■ **Exercise prompt**
Copy all lines below exactly as written. Leave pictures out.
= = = = =
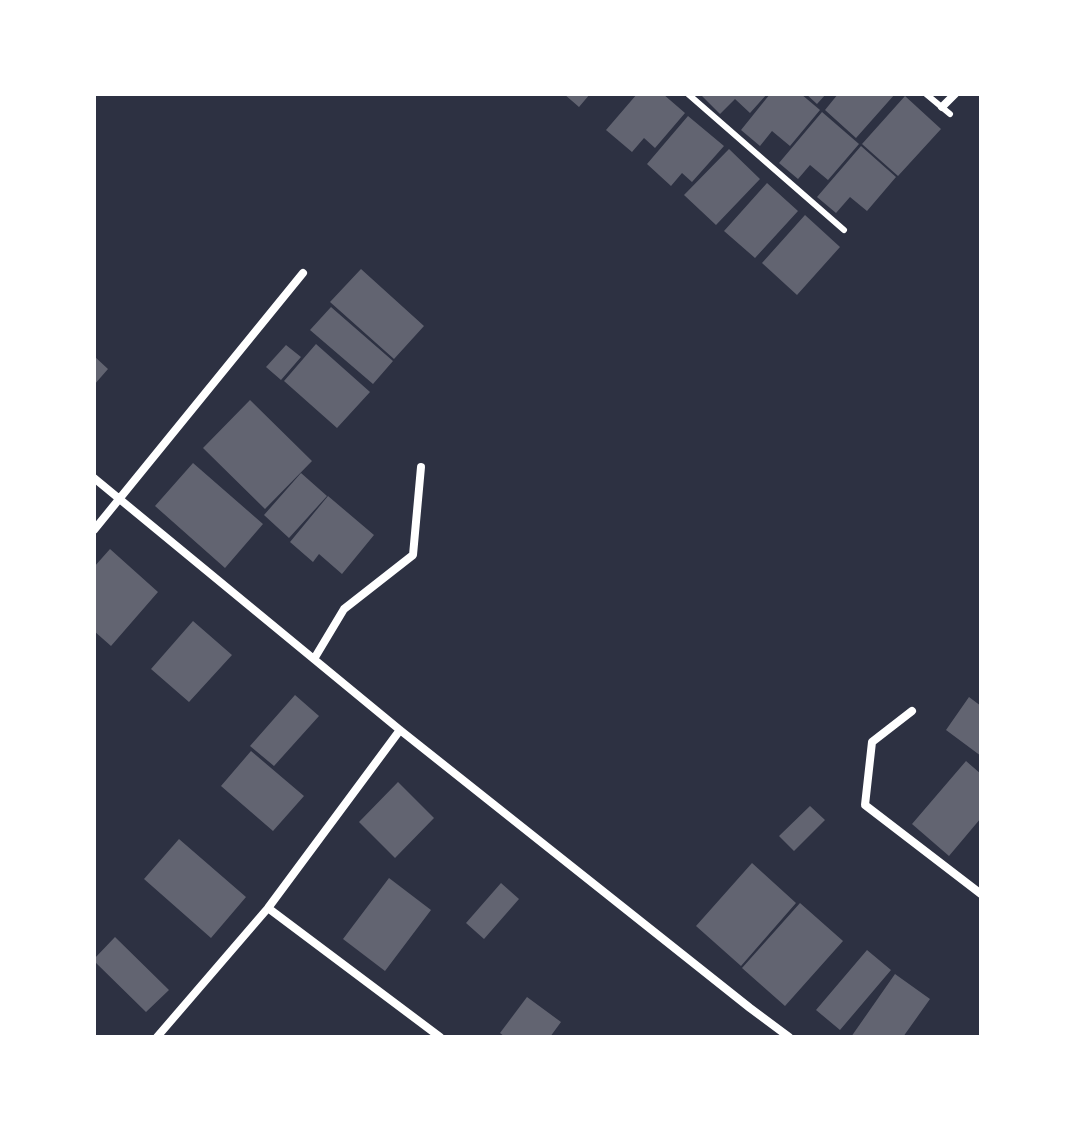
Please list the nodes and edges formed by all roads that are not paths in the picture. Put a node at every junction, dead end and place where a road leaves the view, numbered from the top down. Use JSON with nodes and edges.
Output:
{"nodes":[{"id":1,"x":688,"y":94,"type":"edge"},
{"id":2,"x":926,"y":94,"type":"edge"},
{"id":3,"x":955,"y":94,"type":"edge"},
{"id":4,"x":942,"y":107,"type":"junction"},
{"id":5,"x":950,"y":114,"type":"dead end"},
{"id":6,"x":844,"y":230,"type":"dead end"},
{"id":7,"x":303,"y":273,"type":"dead end"},
{"id":8,"x":421,"y":467,"type":"dead end"},
{"id":9,"x":94,"y":478,"type":"edge"},
{"id":10,"x":119,"y":498,"type":"junction"},
{"id":11,"x":94,"y":530,"type":"edge"},
{"id":12,"x":314,"y":659,"type":"junction"},
{"id":13,"x":912,"y":711,"type":"dead end"},
{"id":14,"x":400,"y":730,"type":"junction"},
{"id":15,"x":981,"y":894,"type":"edge"},
{"id":16,"x":268,"y":908,"type":"junction"},
{"id":17,"x":157,"y":1037,"type":"edge"},
{"id":18,"x":438,"y":1037,"type":"edge"},
{"id":19,"x":789,"y":1037,"type":"edge"}],
"edges":[{"from":1,"to":6,"type":"lane"},
{"from":2,"to":4,"type":"lane"},
{"from":3,"to":4,"type":"street"},
{"from":4,"to":5,"type":"lane"},
{"from":7,"to":10,"type":"street"},
{"from":8,"to":12,"type":"street"},
{"from":9,"to":10,"type":"street"},
{"from":10,"to":11,"type":"street"},
{"from":10,"to":12,"type":"street"},
{"from":12,"to":14,"type":"street"},
{"from":13,"to":15,"type":"street"},
{"from":14,"to":16,"type":"street"},
{"from":14,"to":19,"type":"street"},
{"from":16,"to":17,"type":"street"},
{"from":16,"to":18,"type":"street"}]}
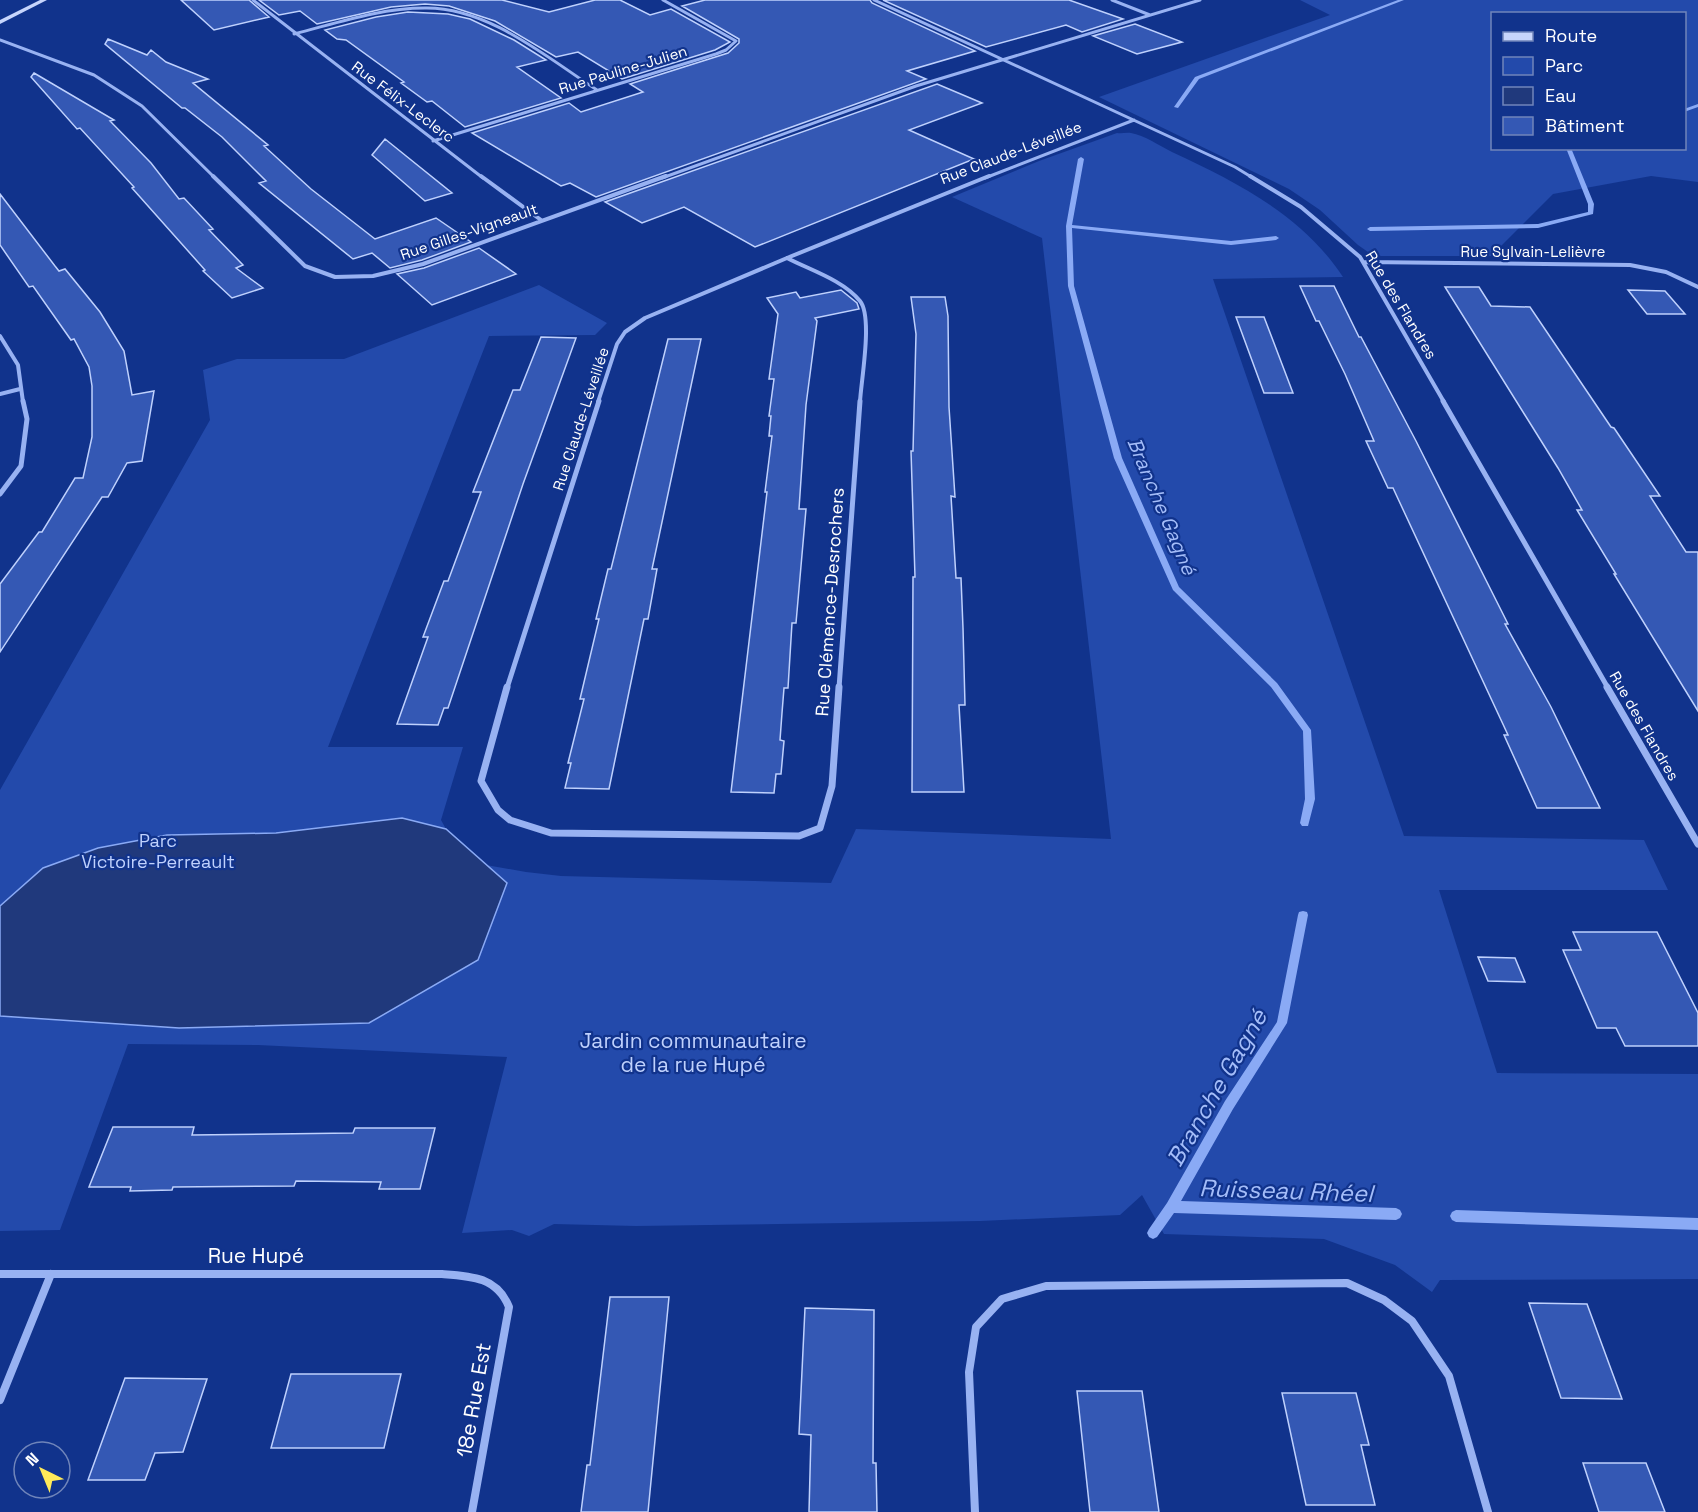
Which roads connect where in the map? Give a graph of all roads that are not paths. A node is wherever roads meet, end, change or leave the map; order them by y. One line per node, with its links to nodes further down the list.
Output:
= = = = =
■ **Task answer**
Please list the nodes and edges formed by all roads that are not paths in the picture. Put a node at every junction, dead end and place where a road leaves the view, numbered from the top down. Use JSON with nodes and edges.
Output:
{"nodes":[{"id":1,"x":688,"y":94,"type":"edge"},
{"id":2,"x":926,"y":94,"type":"edge"},
{"id":3,"x":955,"y":94,"type":"edge"},
{"id":4,"x":942,"y":107,"type":"junction"},
{"id":5,"x":950,"y":114,"type":"dead end"},
{"id":6,"x":844,"y":230,"type":"dead end"},
{"id":7,"x":303,"y":273,"type":"dead end"},
{"id":8,"x":421,"y":467,"type":"dead end"},
{"id":9,"x":94,"y":478,"type":"edge"},
{"id":10,"x":119,"y":498,"type":"junction"},
{"id":11,"x":94,"y":530,"type":"edge"},
{"id":12,"x":314,"y":659,"type":"junction"},
{"id":13,"x":912,"y":711,"type":"dead end"},
{"id":14,"x":400,"y":730,"type":"junction"},
{"id":15,"x":981,"y":894,"type":"edge"},
{"id":16,"x":268,"y":908,"type":"junction"},
{"id":17,"x":157,"y":1037,"type":"edge"},
{"id":18,"x":438,"y":1037,"type":"edge"},
{"id":19,"x":789,"y":1037,"type":"edge"}],
"edges":[{"from":1,"to":6,"type":"lane"},
{"from":2,"to":4,"type":"lane"},
{"from":3,"to":4,"type":"street"},
{"from":4,"to":5,"type":"lane"},
{"from":7,"to":10,"type":"street"},
{"from":8,"to":12,"type":"street"},
{"from":9,"to":10,"type":"street"},
{"from":10,"to":11,"type":"street"},
{"from":10,"to":12,"type":"street"},
{"from":12,"to":14,"type":"street"},
{"from":13,"to":15,"type":"street"},
{"from":14,"to":16,"type":"street"},
{"from":14,"to":19,"type":"street"},
{"from":16,"to":17,"type":"street"},
{"from":16,"to":18,"type":"street"}]}
Which roads connect where in the map? Give a graph of all roads that are not paths. A node is wherever roads meet, end, change or leave the map; order them by y. One line per node, with its links to nodes further down the list.
Output:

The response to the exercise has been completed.